I am so pleased to see you all here in Port Moresby and to know that you are working together to help ensure the safety and security of all of us.
I must thank our friends here in Papua New Guinea for their very warm and friendly welcome to our sailors, who thoroughly enjoyed your company today at church and sport, and yesterday at the Prime Ministers XIII Cup.

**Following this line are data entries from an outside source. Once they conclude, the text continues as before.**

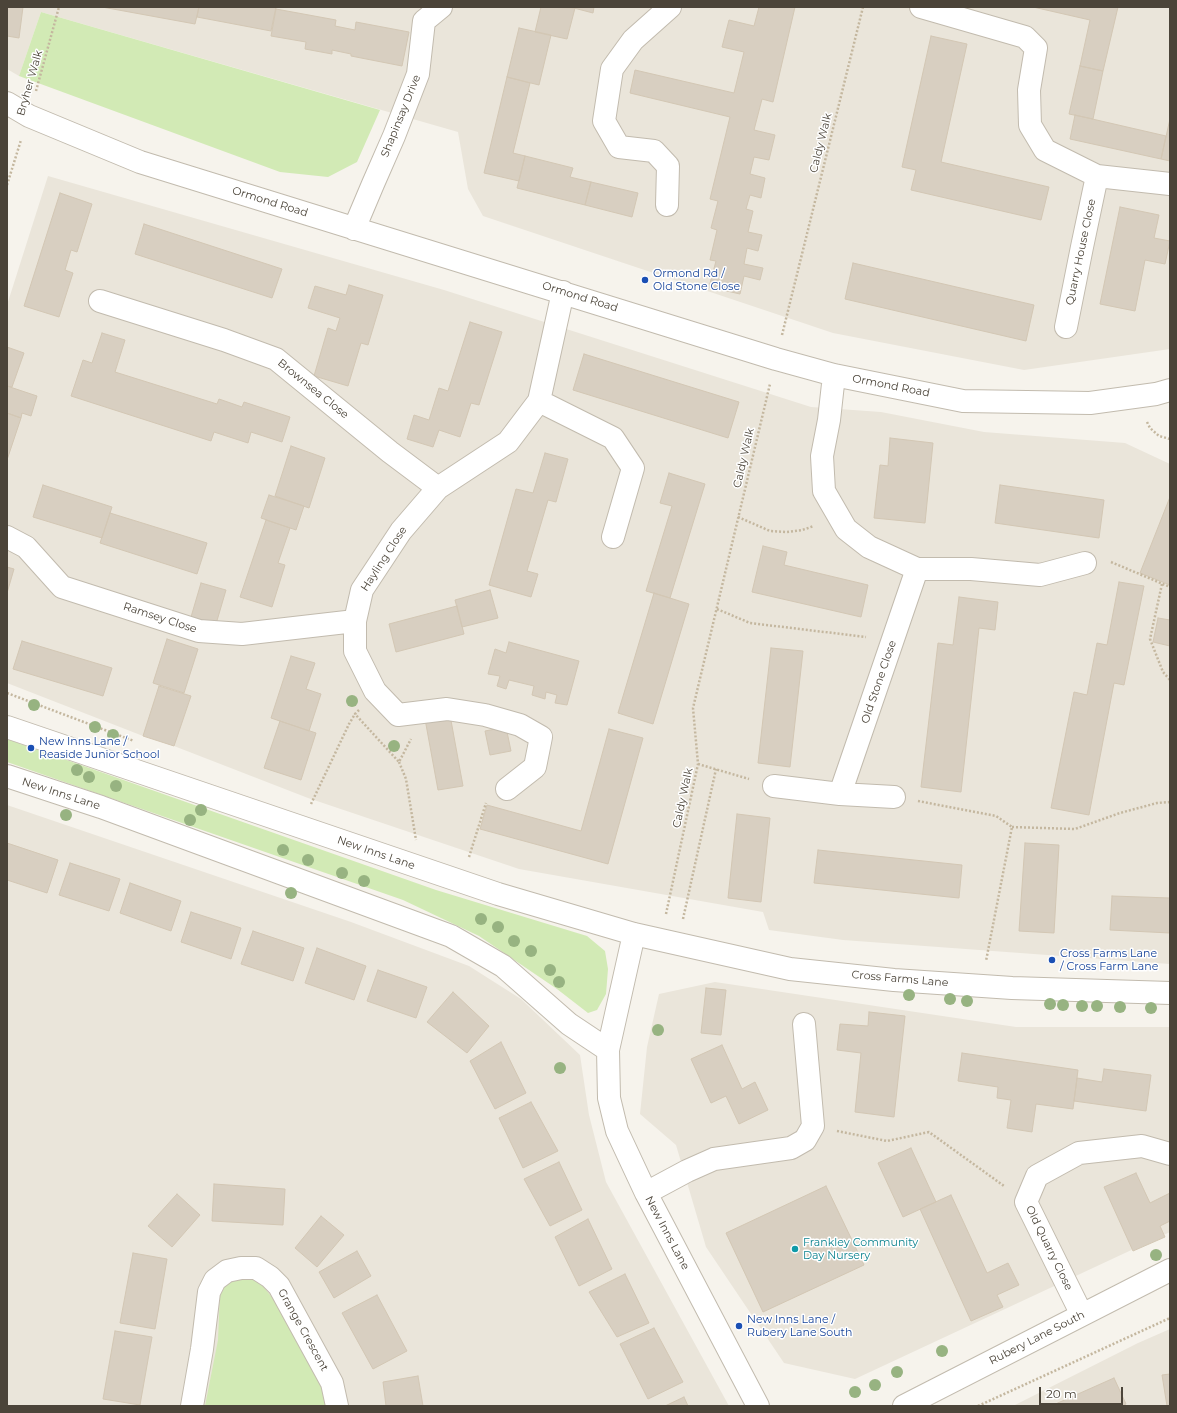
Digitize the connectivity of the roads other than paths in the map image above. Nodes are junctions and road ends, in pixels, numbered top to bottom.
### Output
1 (441, 7) edge
2 (670, 7) edge
3 (921, 7) edge
4 (417, 14) edge
5 (7, 103) edge
6 (1097, 176) junction
7 (1170, 184) edge
8 (667, 205) dead end
9 (354, 229) junction
10 (563, 292) junction
11 (100, 301) dead end
12 (1066, 327) dead end
13 (834, 375) junction
14 (1170, 390) edge
15 (539, 401) junction
16 (438, 488) junction
17 (7, 537) edge
18 (613, 537) dead end
19 (1085, 563) road end
20 (917, 570) junction
21 (355, 621) junction
22 (7, 726) edge
23 (7, 776) edge
24 (774, 786) road end
25 (507, 789) road end
26 (840, 794) junction
27 (894, 797) road end
28 (634, 934) junction
29 (1170, 993) edge
30 (804, 1024) dead end
31 (608, 1050) junction
32 (1170, 1154) edge
33 (646, 1193) junction
34 (1170, 1270) edge
35 (1082, 1315) junction
36 (192, 1406) edge
37 (337, 1406) edge
38 (758, 1406) edge
39 (904, 1406) edge

1 - 4 street, Shapinsay Drive
2 - 8 street
3 - 6 street
4 - 9 street, Shapinsay Drive
5 - 9 street, Ormond Road
6 - 7 street
6 - 12 street, Quarry House Close
9 - 10 street, Ormond Road
10 - 13 street, Ormond Road
10 - 15 street, Hayling Close
11 - 16 street, Brownsea Close
13 - 14 street, Ormond Road
13 - 20 street
15 - 16 street, Hayling Close
15 - 18 street
16 - 21 street, Hayling Close
17 - 21 street, Ramsey Close
19 - 20 street
20 - 26 street, Old Stone Close
21 - 25 street, Hayling Close
22 - 28 street, New Inns Lane
23 - 31 street, New Inns Lane
24 - 26 street
26 - 27 street
28 - 29 street, Cross Farms Lane
28 - 31 street, New Inns Lane
30 - 33 street
31 - 33 street, New Inns Lane
32 - 35 street, Old Quarry Close
33 - 38 street, New Inns Lane
34 - 35 street, Rubery Lane South
35 - 39 street, Rubery Lane South
36 - 37 street, Grange Crescent

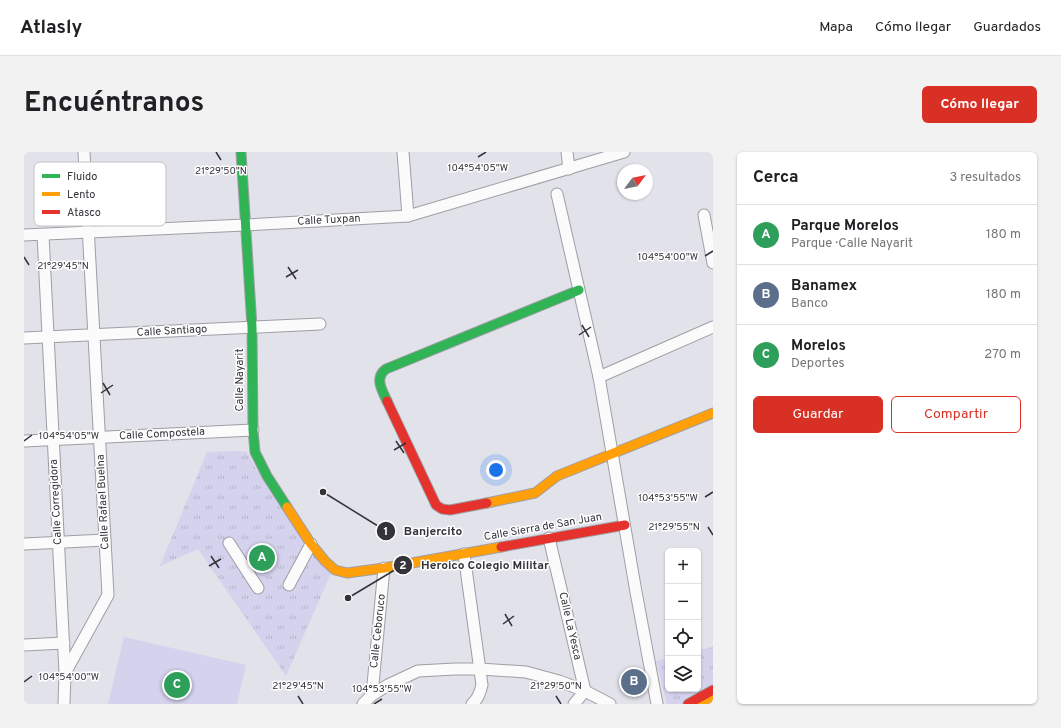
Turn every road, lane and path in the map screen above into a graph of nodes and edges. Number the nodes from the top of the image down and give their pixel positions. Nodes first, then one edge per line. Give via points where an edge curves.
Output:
1 (84, 152) edge
2 (242, 152) edge
3 (403, 152) edge
4 (567, 152) edge
5 (624, 152) edge
6 (84, 162) edge
7 (569, 169) junction
8 (557, 194) dead end
9 (704, 215) dead end
10 (408, 216) junction
11 (245, 225) junction
12 (88, 226) edge
13 (88, 233) junction
14 (43, 234) junction
15 (24, 235) edge
16 (713, 264) edge
17 (579, 290) junction
18 (320, 324) dead end
19 (252, 327) junction
20 (713, 327) edge
21 (94, 335) junction
22 (48, 337) junction
23 (24, 338) edge
24 (599, 377) junction
25 (713, 413) edge
26 (252, 430) junction
27 (100, 438) junction
28 (53, 440) junction
29 (24, 441) edge
30 (612, 455) junction
31 (625, 525) junction
32 (549, 538) junction
33 (105, 540) junction
34 (58, 542) junction
35 (229, 543) dead end
36 (24, 544) edge
37 (311, 544) junction
38 (464, 554) junction
39 (384, 568) junction
40 (347, 573) joint
41 (289, 585) dead end
42 (258, 588) dead end
43 (64, 643) junction
44 (24, 645) edge
45 (480, 668) junction
46 (65, 674) junction
47 (713, 690) edge
48 (584, 691) junction
49 (372, 695) junction
50 (713, 699) edge
51 (64, 704) edge
52 (363, 704) edge
53 (472, 704) edge
54 (574, 704) edge
55 (610, 704) edge
56 (657, 704) edge
57 (688, 704) edge
58 (702, 704) edge

1 - 6 street, Calle Rafael Buelna
2 - 11 street, Calle Nayarit
3 - 10 street
4 - 7 street
5 - 7 street, Calle Tuxpan
7 - 10 street, Calle Tuxpan
8 - 17 street
9 - 16 street
10 - 11 street, Calle Tuxpan
11 - 13 street, Calle Tuxpan
11 - 19 street, Calle Nayarit
12 - 13 street, Calle Rafael Buelna
13 - 14 street, Calle Tuxpan
13 - 21 street, Calle Rafael Buelna
14 - 15 street, Calle Tuxpan
14 - 22 street, Calle Corregidora
17 - 24 street
17 - 30 street via 389,367 379,376 379,382 433,500 441,509 450,510 535,493 557,476
18 - 19 street, Calle Santiago
19 - 21 street, Calle Santiago
19 - 26 street, Calle Nayarit
20 - 24 street
21 - 22 street, Calle Santiago
21 - 27 street, Calle Rafael Buelna
22 - 23 street, Calle Santiago
22 - 28 street, Calle Corregidora
24 - 30 street
25 - 30 street
26 - 27 street, Calle Compostela
26 - 37 street, Calle Nayarit via 254,452
27 - 28 street, Calle Compostela
27 - 33 street, Calle Rafael Buelna
28 - 29 street, Calle Compostela
28 - 34 street, Calle Corregidora
30 - 31 street
31 - 32 street, Calle Sierra de San Juan
31 - 56 street
32 - 38 street, Calle Sierra de San Juan
32 - 48 street, Calle La Yesca
33 - 34 street
33 - 46 street, Calle Rafael Buelna via 108,595
34 - 36 street
34 - 43 street, Calle Corregidora
35 - 42 street
37 - 40 street, Calle Nayarit via 335,570
37 - 41 street
38 - 39 street, Calle Sierra de San Juan
38 - 45 street
39 - 40 street, Calle Sierra de San Juan
39 - 49 street, Calle Ceboruco
43 - 44 street
43 - 46 street, Calle Corregidora
45 - 48 street via 526,672
45 - 49 street via 418,671
45 - 53 street via 482,685
46 - 51 street, Calle Corregidora
47 - 57 street
48 - 54 street
48 - 55 street
49 - 52 street
50 - 58 street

Before I begin a few remarks, I’d like to acknowledge a few of my colleagues and Very Important Players, who have joined us tonight. Welcome to:
The Honorable Rimbink Pato, Minister of Foreign Affairs
The Honorable Jelta Wong, Minister of Police
The Honorable Allan Bird, Governor of the Province of East Sepik
The Honorable Say/Sine/dran Muth/u/vel, Governor of West New Britain Province
The Honorable Brian Kramer, Member of Parliament
New Zealand High Commissioner Sue Mackwell
French Ambassador Philippe Janvier Kami/yama
Japanese Ambassador Sat/oshi Naka/jima
European Union Ambassador Ioannis Gu/kar/a/kis – Ari/gee/op/ou/lu
APEC CEO, Chris Hawkins
Commander of the PNG Defense Forces, Brigadier General Gilbert Toropo
And many other distinguished guests who we are honored joined us tonight.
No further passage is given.